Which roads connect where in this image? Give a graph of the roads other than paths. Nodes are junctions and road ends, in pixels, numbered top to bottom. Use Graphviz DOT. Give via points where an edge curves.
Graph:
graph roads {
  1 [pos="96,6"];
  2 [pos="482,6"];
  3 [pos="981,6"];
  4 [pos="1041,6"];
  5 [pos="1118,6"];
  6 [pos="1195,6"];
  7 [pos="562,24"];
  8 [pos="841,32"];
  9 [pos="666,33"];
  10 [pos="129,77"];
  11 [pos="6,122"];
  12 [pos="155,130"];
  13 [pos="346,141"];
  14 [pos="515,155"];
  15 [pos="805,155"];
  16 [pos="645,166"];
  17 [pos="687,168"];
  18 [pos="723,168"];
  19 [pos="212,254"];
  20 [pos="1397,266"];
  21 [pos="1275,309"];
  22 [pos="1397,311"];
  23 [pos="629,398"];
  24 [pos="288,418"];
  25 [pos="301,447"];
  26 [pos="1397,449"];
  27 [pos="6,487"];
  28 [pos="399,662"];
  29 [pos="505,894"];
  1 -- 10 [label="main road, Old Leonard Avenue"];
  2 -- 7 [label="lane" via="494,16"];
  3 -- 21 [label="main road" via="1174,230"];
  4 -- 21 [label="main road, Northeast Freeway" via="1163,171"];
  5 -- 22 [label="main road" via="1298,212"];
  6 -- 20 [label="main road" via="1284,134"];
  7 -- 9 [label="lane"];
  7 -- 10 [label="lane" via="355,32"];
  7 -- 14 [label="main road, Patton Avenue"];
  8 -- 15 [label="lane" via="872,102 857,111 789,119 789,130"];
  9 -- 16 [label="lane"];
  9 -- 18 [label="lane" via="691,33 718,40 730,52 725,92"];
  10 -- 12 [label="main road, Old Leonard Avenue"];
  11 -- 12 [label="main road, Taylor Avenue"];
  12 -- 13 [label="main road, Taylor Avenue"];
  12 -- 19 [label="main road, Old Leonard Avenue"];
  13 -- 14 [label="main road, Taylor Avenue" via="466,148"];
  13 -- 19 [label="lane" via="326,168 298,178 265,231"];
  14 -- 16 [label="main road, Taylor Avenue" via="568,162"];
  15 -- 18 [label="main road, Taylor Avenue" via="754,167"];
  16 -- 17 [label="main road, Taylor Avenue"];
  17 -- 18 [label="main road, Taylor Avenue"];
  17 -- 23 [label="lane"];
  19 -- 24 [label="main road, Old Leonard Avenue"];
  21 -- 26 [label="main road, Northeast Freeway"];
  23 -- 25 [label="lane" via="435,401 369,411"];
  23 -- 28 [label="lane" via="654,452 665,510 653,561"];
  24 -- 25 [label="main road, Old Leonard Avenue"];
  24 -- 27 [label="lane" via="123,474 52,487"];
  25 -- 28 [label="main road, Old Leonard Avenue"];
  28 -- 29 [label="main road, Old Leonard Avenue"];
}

- - - - - - -

WHAT YOU ARE ASKED TO DO — Produce a word-for-word copy of all the entries above.

RESULT —
Which roads connect where in this image? Give a graph of the roads other than paths. Nodes are junctions and road ends, in pixels, numbered top to bottom. Use Graphviz DOT. Give via points where an edge curves.
Graph:
graph roads {
  1 [pos="96,6"];
  2 [pos="482,6"];
  3 [pos="981,6"];
  4 [pos="1041,6"];
  5 [pos="1118,6"];
  6 [pos="1195,6"];
  7 [pos="562,24"];
  8 [pos="841,32"];
  9 [pos="666,33"];
  10 [pos="129,77"];
  11 [pos="6,122"];
  12 [pos="155,130"];
  13 [pos="346,141"];
  14 [pos="515,155"];
  15 [pos="805,155"];
  16 [pos="645,166"];
  17 [pos="687,168"];
  18 [pos="723,168"];
  19 [pos="212,254"];
  20 [pos="1397,266"];
  21 [pos="1275,309"];
  22 [pos="1397,311"];
  23 [pos="629,398"];
  24 [pos="288,418"];
  25 [pos="301,447"];
  26 [pos="1397,449"];
  27 [pos="6,487"];
  28 [pos="399,662"];
  29 [pos="505,894"];
  1 -- 10 [label="main road, Old Leonard Avenue"];
  2 -- 7 [label="lane" via="494,16"];
  3 -- 21 [label="main road" via="1174,230"];
  4 -- 21 [label="main road, Northeast Freeway" via="1163,171"];
  5 -- 22 [label="main road" via="1298,212"];
  6 -- 20 [label="main road" via="1284,134"];
  7 -- 9 [label="lane"];
  7 -- 10 [label="lane" via="355,32"];
  7 -- 14 [label="main road, Patton Avenue"];
  8 -- 15 [label="lane" via="872,102 857,111 789,119 789,130"];
  9 -- 16 [label="lane"];
  9 -- 18 [label="lane" via="691,33 718,40 730,52 725,92"];
  10 -- 12 [label="main road, Old Leonard Avenue"];
  11 -- 12 [label="main road, Taylor Avenue"];
  12 -- 13 [label="main road, Taylor Avenue"];
  12 -- 19 [label="main road, Old Leonard Avenue"];
  13 -- 14 [label="main road, Taylor Avenue" via="466,148"];
  13 -- 19 [label="lane" via="326,168 298,178 265,231"];
  14 -- 16 [label="main road, Taylor Avenue" via="568,162"];
  15 -- 18 [label="main road, Taylor Avenue" via="754,167"];
  16 -- 17 [label="main road, Taylor Avenue"];
  17 -- 18 [label="main road, Taylor Avenue"];
  17 -- 23 [label="lane"];
  19 -- 24 [label="main road, Old Leonard Avenue"];
  21 -- 26 [label="main road, Northeast Freeway"];
  23 -- 25 [label="lane" via="435,401 369,411"];
  23 -- 28 [label="lane" via="654,452 665,510 653,561"];
  24 -- 25 [label="main road, Old Leonard Avenue"];
  24 -- 27 [label="lane" via="123,474 52,487"];
  25 -- 28 [label="main road, Old Leonard Avenue"];
  28 -- 29 [label="main road, Old Leonard Avenue"];
}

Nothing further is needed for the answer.